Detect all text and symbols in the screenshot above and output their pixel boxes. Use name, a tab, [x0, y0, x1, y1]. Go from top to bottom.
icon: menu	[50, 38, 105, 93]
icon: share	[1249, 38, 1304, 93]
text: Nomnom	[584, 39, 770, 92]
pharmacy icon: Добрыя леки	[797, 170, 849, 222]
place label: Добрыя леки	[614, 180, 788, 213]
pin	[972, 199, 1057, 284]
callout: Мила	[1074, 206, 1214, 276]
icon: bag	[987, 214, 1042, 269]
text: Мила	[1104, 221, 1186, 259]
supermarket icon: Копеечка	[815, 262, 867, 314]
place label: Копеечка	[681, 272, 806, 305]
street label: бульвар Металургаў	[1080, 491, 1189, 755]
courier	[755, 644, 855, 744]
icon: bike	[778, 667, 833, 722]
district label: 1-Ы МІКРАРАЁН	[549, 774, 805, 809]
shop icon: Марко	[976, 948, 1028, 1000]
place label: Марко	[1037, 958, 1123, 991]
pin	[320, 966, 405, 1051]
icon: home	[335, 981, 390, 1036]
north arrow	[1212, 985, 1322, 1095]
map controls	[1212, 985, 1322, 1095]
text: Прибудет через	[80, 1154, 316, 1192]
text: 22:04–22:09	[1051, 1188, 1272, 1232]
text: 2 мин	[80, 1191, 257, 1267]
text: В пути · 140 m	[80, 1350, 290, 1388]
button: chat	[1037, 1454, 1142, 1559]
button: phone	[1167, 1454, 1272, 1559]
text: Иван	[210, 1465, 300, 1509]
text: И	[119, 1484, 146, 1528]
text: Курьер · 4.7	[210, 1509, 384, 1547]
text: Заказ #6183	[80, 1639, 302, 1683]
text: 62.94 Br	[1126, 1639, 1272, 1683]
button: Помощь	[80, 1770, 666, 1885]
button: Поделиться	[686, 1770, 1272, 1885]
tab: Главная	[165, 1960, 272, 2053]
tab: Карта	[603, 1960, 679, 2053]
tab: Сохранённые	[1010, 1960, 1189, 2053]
****************************************
TASK DETAILS: Using the material above, gather every line that includes "Копеечка".

OUTPUT FOR THIS EXERCISE:
supermarket icon: Копеечка	[815, 262, 867, 314]
place label: Копеечка	[681, 272, 806, 305]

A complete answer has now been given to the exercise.